In seiner Stellungnahme habe der Gemeinderat Schönenwerd unter anderem bemängelt, dass der Nuklearteil zu wenig umschrieben sei und dass keine Angaben zur Abfallentsorgung während des Betriebes gemacht worden seien, so Gemeindepräsident Peter Hodel. Beim Thema Verkehr habe der Rat bemerkt, dass noch weitere grössere Baustellen wie der Eppenberg-Tunnel in Planung seien, die ebenfalls zur Steigerung des Verkehrsaufkommens beitragen könnten. Es fehlten Hinweise auf flankierende Massnahmen.

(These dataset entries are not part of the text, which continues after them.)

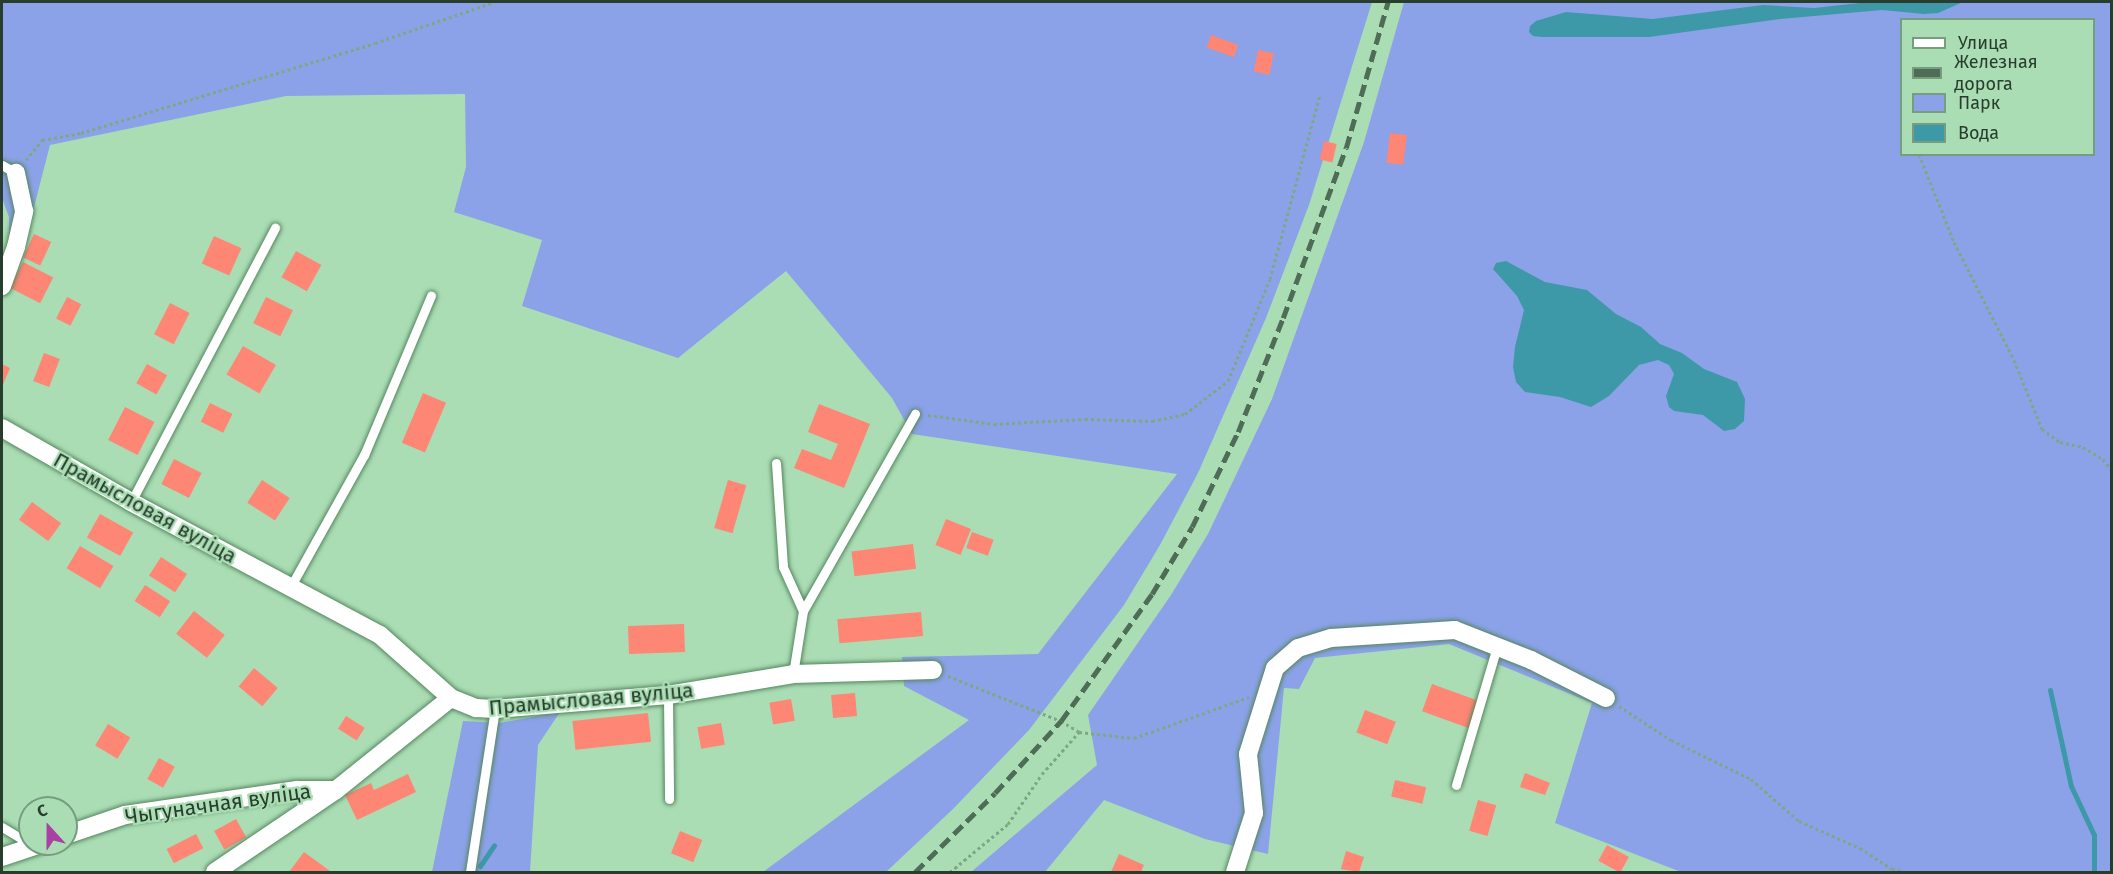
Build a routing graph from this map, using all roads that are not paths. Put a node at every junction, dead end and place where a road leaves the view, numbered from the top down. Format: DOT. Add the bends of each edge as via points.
graph roads {
  1 [pos="9,169"];
  2 [pos="275,228"];
  3 [pos="2,286"];
  4 [pos="431,296"];
  5 [pos="915,414"];
  6 [pos="2,428"];
  7 [pos="776,463"];
  8 [pos="131,502"];
  9 [pos="291,586"];
  10 [pos="803,611"];
  11 [pos="1497,647"];
  12 [pos="933,670"];
  13 [pos="793,674"];
  14 [pos="668,695"];
  15 [pos="450,698"];
  16 [pos="1606,698"];
  17 [pos="495,709"];
  18 [pos="1456,785"];
  19 [pos="336,790"];
  20 [pos="669,799"];
  21 [pos="2,827"];
  22 [pos="78,831"];
  23 [pos="18,836"];
  24 [pos="18,850"];
  25 [pos="2,857"];
  26 [pos="215,873"];
  27 [pos="470,873"];
  28 [pos="1235,873"];
  1 -- 3 [label="street" via="24,211"];
  2 -- 8 [label="lane"];
  4 -- 9 [label="lane" via="364,455"];
  5 -- 10 [label="lane"];
  6 -- 8 [label="street, Прамысловая вуліца"];
  7 -- 10 [label="lane" via="783,567"];
  8 -- 9 [label="street, Прамысловая вуліца"];
  9 -- 15 [label="street, Прамысловая вуліца" via="380,635"];
  10 -- 13 [label="lane"];
  11 -- 16 [label="street"];
  11 -- 18 [label="lane"];
  11 -- 28 [label="street" via="1455,630 1331,638 1298,648 1275,668 1248,754 1254,813"];
  12 -- 13 [label="street, Прамысловая вуліца"];
  13 -- 14 [label="street, Прамысловая вуліца"];
  14 -- 17 [label="street, Прамысловая вуліца"];
  14 -- 20 [label="lane"];
  15 -- 17 [label="street, Прамысловая вуліца" via="476,708"];
  15 -- 19 [label="street, Чыгуначная вуліца"];
  17 -- 27 [label="lane"];
  19 -- 22 [label="street, Чыгуначная вуліца" via="297,790 124,815"];
  19 -- 26 [label="street, Чыгуначная вуліца"];
  21 -- 23 [label="lane"];
  24 -- 25 [label="street"];
}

Auch Winznau habe eine Stellungnahme eingereicht, so Gemeindepräsident Markus Scheiwiller: «Wir wollten damit sicherstellen, möglichst nichts zu vergessen, was man im Nachhinein bereuen könnte.»

Kanton im gleichen Boot

Kantonsplaner Bernard Staub vom Amt für Raumplanung hat die Änderungsanträge der zehn Gemeinden zur Kenntnis genommen. Er nehme die Anliegen der Gemeinden ernst und diese sowie die Anliegen des Kantons würden sich zu grossen Teilen decken. «Wir sitzen im selben Boot», so Staub. Welche Änderungen im Richtplan aufgenommen werden, entscheide sich in den kommenden Wochen. Am Mittwoch, 9. Juni, ist eine Info-Veranstaltung für die Niederämter Bevölkerung angesetzt. Diese findet um 19 Uhr in der Mehrzweckhalle Inseli in Niedergösgen statt. Der Richtplan liegt vom 7. Juni bis 7. Juli in den Gemeinden auf.